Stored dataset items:
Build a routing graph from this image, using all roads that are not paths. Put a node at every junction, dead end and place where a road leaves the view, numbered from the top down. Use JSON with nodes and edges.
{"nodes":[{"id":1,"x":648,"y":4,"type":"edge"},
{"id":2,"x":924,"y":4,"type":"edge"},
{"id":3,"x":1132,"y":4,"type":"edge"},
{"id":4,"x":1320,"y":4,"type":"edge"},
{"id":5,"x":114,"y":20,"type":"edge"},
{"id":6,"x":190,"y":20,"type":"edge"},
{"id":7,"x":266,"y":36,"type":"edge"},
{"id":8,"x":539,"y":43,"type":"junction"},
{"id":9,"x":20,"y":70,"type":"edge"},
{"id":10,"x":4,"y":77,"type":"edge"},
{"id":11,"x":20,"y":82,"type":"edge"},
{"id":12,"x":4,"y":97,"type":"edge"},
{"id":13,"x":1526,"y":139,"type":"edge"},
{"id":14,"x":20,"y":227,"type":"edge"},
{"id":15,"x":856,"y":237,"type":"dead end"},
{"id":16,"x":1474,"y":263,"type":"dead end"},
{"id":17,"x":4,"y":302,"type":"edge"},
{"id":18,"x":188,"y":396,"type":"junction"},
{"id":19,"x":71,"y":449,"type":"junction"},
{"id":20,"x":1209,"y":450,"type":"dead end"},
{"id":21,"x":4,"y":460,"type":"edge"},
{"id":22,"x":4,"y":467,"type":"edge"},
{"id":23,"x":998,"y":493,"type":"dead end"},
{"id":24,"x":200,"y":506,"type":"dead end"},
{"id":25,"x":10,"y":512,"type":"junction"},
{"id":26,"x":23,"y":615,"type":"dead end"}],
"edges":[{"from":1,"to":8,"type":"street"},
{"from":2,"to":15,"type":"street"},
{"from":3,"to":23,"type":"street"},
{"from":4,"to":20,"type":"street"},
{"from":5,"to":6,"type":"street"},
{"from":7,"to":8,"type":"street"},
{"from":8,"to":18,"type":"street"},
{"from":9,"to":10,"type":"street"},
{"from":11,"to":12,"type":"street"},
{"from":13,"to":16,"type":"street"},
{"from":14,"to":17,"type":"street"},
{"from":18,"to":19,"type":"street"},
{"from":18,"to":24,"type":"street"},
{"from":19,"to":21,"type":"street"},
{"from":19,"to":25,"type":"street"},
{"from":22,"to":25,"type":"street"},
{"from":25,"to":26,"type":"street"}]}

• EXERCISE DIRECTIONS:
Your response should be made up of the lines in the data that contain the word "nodes".

• EXPECTED ANSWER:
Build a routing graph from this image, using all roads that are not paths. Put a node at every junction, dead end and place where a road leaves the view, numbered from the top down. Use JSON with nodes and edges.
{"nodes":[{"id":1,"x":648,"y":4,"type":"edge"},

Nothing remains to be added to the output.